• [MATERIALS PROVIDED]
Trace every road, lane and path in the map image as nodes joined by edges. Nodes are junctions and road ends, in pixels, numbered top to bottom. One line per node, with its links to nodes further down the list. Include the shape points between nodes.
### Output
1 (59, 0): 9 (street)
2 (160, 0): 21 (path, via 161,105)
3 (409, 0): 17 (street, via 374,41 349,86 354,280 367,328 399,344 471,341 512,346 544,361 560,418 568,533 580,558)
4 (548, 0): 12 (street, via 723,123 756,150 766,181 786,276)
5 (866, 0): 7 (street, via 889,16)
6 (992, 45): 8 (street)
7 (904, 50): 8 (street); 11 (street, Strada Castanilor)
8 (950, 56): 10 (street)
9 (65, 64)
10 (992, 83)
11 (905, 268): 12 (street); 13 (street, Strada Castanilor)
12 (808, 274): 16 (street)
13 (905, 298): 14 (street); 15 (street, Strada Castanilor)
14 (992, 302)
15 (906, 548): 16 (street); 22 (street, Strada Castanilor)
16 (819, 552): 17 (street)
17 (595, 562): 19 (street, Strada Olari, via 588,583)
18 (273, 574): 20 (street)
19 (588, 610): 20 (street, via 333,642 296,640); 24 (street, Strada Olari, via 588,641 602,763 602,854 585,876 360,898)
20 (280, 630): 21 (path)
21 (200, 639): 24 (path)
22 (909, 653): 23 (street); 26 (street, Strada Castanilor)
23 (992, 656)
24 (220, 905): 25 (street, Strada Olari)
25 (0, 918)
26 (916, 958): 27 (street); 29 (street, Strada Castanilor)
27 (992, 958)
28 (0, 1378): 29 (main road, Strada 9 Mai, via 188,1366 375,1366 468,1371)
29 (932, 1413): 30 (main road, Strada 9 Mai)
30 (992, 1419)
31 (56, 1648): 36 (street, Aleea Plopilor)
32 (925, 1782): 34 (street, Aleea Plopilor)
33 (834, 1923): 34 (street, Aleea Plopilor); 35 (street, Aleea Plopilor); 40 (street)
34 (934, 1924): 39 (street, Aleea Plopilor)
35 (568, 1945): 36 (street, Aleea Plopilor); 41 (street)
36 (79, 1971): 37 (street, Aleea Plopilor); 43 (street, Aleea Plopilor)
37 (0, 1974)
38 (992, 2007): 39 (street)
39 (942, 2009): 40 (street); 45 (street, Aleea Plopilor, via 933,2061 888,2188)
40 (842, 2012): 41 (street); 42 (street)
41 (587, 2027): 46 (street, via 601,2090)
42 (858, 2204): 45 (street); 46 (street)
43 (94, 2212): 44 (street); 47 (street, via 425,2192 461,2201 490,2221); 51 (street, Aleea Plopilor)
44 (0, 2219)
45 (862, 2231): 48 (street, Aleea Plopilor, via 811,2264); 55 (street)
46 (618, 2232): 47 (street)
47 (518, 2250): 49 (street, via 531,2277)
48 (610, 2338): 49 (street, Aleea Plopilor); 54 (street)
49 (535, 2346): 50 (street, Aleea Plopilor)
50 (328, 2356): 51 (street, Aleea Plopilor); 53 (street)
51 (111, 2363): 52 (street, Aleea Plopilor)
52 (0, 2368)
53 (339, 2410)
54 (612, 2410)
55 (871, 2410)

• [WHAT IS NEEDED]
An exact copy of all the records above is the required answer.

• [EXERCISE RESULT]
Trace every road, lane and path in the map image as nodes joined by edges. Nodes are junctions and road ends, in pixels, numbered top to bottom. One line per node, with its links to nodes further down the list. Include the shape points between nodes.
### Output
1 (59, 0): 9 (street)
2 (160, 0): 21 (path, via 161,105)
3 (409, 0): 17 (street, via 374,41 349,86 354,280 367,328 399,344 471,341 512,346 544,361 560,418 568,533 580,558)
4 (548, 0): 12 (street, via 723,123 756,150 766,181 786,276)
5 (866, 0): 7 (street, via 889,16)
6 (992, 45): 8 (street)
7 (904, 50): 8 (street); 11 (street, Strada Castanilor)
8 (950, 56): 10 (street)
9 (65, 64)
10 (992, 83)
11 (905, 268): 12 (street); 13 (street, Strada Castanilor)
12 (808, 274): 16 (street)
13 (905, 298): 14 (street); 15 (street, Strada Castanilor)
14 (992, 302)
15 (906, 548): 16 (street); 22 (street, Strada Castanilor)
16 (819, 552): 17 (street)
17 (595, 562): 19 (street, Strada Olari, via 588,583)
18 (273, 574): 20 (street)
19 (588, 610): 20 (street, via 333,642 296,640); 24 (street, Strada Olari, via 588,641 602,763 602,854 585,876 360,898)
20 (280, 630): 21 (path)
21 (200, 639): 24 (path)
22 (909, 653): 23 (street); 26 (street, Strada Castanilor)
23 (992, 656)
24 (220, 905): 25 (street, Strada Olari)
25 (0, 918)
26 (916, 958): 27 (street); 29 (street, Strada Castanilor)
27 (992, 958)
28 (0, 1378): 29 (main road, Strada 9 Mai, via 188,1366 375,1366 468,1371)
29 (932, 1413): 30 (main road, Strada 9 Mai)
30 (992, 1419)
31 (56, 1648): 36 (street, Aleea Plopilor)
32 (925, 1782): 34 (street, Aleea Plopilor)
33 (834, 1923): 34 (street, Aleea Plopilor); 35 (street, Aleea Plopilor); 40 (street)
34 (934, 1924): 39 (street, Aleea Plopilor)
35 (568, 1945): 36 (street, Aleea Plopilor); 41 (street)
36 (79, 1971): 37 (street, Aleea Plopilor); 43 (street, Aleea Plopilor)
37 (0, 1974)
38 (992, 2007): 39 (street)
39 (942, 2009): 40 (street); 45 (street, Aleea Plopilor, via 933,2061 888,2188)
40 (842, 2012): 41 (street); 42 (street)
41 (587, 2027): 46 (street, via 601,2090)
42 (858, 2204): 45 (street); 46 (street)
43 (94, 2212): 44 (street); 47 (street, via 425,2192 461,2201 490,2221); 51 (street, Aleea Plopilor)
44 (0, 2219)
45 (862, 2231): 48 (street, Aleea Plopilor, via 811,2264); 55 (street)
46 (618, 2232): 47 (street)
47 (518, 2250): 49 (street, via 531,2277)
48 (610, 2338): 49 (street, Aleea Plopilor); 54 (street)
49 (535, 2346): 50 (street, Aleea Plopilor)
50 (328, 2356): 51 (street, Aleea Plopilor); 53 (street)
51 (111, 2363): 52 (street, Aleea Plopilor)
52 (0, 2368)
53 (339, 2410)
54 (612, 2410)
55 (871, 2410)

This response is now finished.